WORK TO BE COMPLETED » Using the records below, locate all lines containing "roads" and return them.

DATA FOR REVIEW »
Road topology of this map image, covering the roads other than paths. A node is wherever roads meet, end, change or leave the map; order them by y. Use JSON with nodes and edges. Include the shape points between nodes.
...
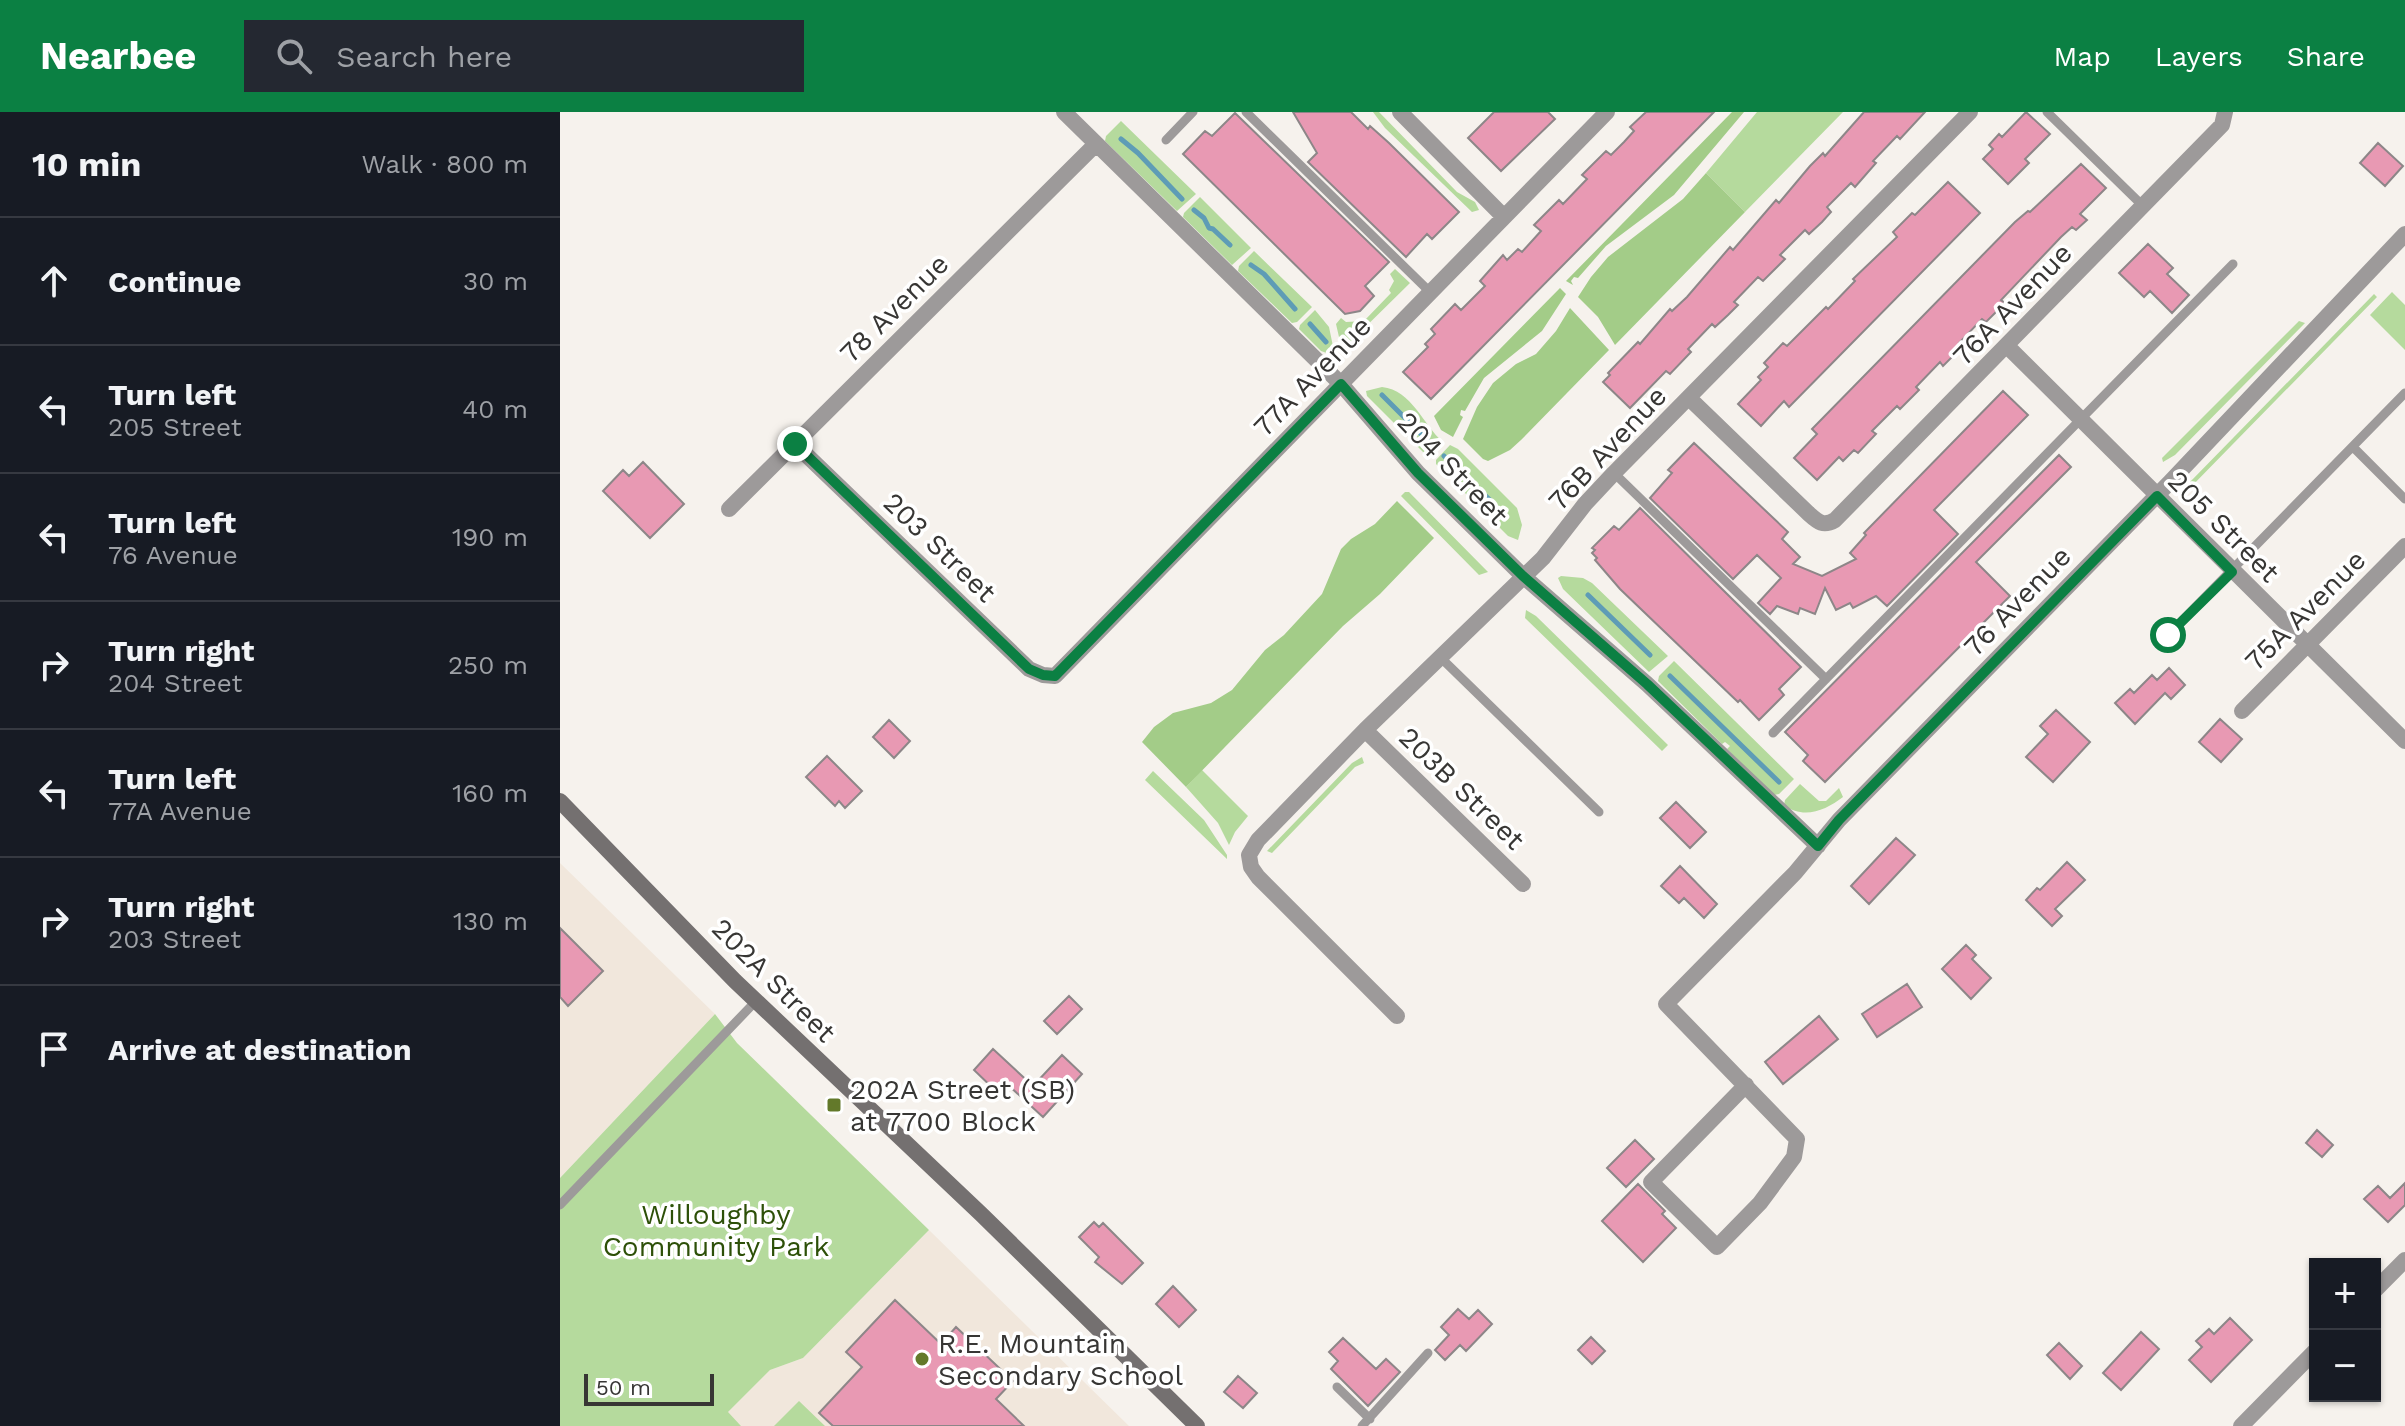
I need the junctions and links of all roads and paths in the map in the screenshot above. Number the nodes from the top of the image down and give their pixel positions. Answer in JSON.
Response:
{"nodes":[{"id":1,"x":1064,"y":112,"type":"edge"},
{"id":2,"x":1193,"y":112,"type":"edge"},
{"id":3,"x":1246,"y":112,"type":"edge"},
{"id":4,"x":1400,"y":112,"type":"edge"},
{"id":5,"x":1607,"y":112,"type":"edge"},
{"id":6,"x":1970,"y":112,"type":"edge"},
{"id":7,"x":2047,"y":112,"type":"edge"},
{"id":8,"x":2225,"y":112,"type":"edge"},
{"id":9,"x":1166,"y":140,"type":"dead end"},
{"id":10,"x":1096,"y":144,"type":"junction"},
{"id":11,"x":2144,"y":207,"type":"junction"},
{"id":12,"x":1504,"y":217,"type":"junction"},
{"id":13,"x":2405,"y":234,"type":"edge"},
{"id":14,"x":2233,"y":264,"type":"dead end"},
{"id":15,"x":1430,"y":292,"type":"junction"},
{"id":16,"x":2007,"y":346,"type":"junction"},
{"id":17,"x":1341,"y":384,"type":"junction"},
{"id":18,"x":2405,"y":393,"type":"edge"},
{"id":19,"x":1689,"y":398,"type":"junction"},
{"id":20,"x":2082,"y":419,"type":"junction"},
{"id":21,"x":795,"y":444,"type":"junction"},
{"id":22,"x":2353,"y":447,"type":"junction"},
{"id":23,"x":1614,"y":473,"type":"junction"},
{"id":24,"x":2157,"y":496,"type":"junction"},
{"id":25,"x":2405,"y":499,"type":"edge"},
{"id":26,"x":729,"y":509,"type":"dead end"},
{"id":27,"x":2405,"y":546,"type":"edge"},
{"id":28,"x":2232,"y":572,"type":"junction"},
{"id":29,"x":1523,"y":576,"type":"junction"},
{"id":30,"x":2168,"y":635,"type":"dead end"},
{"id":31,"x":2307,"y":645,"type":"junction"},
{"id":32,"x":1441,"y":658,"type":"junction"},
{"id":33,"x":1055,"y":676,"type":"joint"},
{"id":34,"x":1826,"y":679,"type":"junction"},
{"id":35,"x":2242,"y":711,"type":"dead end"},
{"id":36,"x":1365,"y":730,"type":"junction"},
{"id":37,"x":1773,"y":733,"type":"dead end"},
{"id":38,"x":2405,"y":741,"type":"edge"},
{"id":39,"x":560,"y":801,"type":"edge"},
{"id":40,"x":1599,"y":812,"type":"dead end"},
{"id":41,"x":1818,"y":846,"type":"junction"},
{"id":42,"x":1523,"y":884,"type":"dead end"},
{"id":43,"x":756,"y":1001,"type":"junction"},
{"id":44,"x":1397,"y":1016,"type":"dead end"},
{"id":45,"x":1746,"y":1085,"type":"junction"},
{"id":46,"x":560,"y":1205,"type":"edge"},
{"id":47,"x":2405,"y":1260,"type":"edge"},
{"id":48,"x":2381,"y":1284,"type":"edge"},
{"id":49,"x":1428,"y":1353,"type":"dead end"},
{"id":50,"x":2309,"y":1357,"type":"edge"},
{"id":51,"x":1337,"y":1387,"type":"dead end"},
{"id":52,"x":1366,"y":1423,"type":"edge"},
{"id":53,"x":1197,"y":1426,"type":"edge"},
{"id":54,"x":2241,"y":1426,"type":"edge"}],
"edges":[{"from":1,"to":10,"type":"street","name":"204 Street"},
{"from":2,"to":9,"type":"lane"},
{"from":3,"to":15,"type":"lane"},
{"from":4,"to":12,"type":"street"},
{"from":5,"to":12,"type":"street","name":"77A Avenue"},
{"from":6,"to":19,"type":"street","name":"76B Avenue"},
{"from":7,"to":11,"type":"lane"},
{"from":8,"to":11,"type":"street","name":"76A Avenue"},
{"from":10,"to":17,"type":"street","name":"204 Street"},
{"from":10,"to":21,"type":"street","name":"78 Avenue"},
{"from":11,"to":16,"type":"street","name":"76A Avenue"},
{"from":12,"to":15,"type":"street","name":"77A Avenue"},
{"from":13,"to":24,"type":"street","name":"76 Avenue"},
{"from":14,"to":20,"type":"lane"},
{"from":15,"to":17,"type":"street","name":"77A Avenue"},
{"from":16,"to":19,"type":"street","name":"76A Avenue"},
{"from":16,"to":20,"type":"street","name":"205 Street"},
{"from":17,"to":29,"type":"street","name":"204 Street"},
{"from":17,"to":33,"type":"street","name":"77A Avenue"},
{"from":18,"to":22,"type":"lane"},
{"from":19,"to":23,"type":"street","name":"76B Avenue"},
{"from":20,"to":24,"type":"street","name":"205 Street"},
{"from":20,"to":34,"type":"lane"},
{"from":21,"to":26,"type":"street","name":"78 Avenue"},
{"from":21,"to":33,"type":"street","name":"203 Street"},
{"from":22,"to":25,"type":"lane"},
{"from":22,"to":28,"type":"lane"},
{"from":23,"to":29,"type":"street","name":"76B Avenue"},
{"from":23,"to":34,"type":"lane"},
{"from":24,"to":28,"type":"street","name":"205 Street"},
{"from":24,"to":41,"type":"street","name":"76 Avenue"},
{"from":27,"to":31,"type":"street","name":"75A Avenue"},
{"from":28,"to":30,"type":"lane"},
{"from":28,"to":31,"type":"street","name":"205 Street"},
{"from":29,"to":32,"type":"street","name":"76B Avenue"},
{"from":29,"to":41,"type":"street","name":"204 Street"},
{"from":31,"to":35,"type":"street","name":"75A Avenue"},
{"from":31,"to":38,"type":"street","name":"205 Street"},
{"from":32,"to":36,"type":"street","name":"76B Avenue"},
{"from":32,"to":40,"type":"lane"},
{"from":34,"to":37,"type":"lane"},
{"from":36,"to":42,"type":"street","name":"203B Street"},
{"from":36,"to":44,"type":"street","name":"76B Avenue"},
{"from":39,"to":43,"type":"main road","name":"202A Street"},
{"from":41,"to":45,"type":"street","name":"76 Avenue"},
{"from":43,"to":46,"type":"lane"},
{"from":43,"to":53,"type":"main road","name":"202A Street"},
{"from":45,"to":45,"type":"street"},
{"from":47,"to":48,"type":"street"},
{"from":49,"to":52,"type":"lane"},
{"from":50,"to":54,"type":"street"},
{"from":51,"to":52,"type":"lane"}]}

TASK RESULT »
Road topology of this map image, covering the roads other than paths. A node is wherever roads meet, end, change or leave the map; order them by y. Use JSON with nodes and edges. Include the shape points between nodes.
I need the junctions and links of all roads and paths in the map in the screenshot above. Number the nodes from the top of the image down and give their pixel positions. Answer in JSON.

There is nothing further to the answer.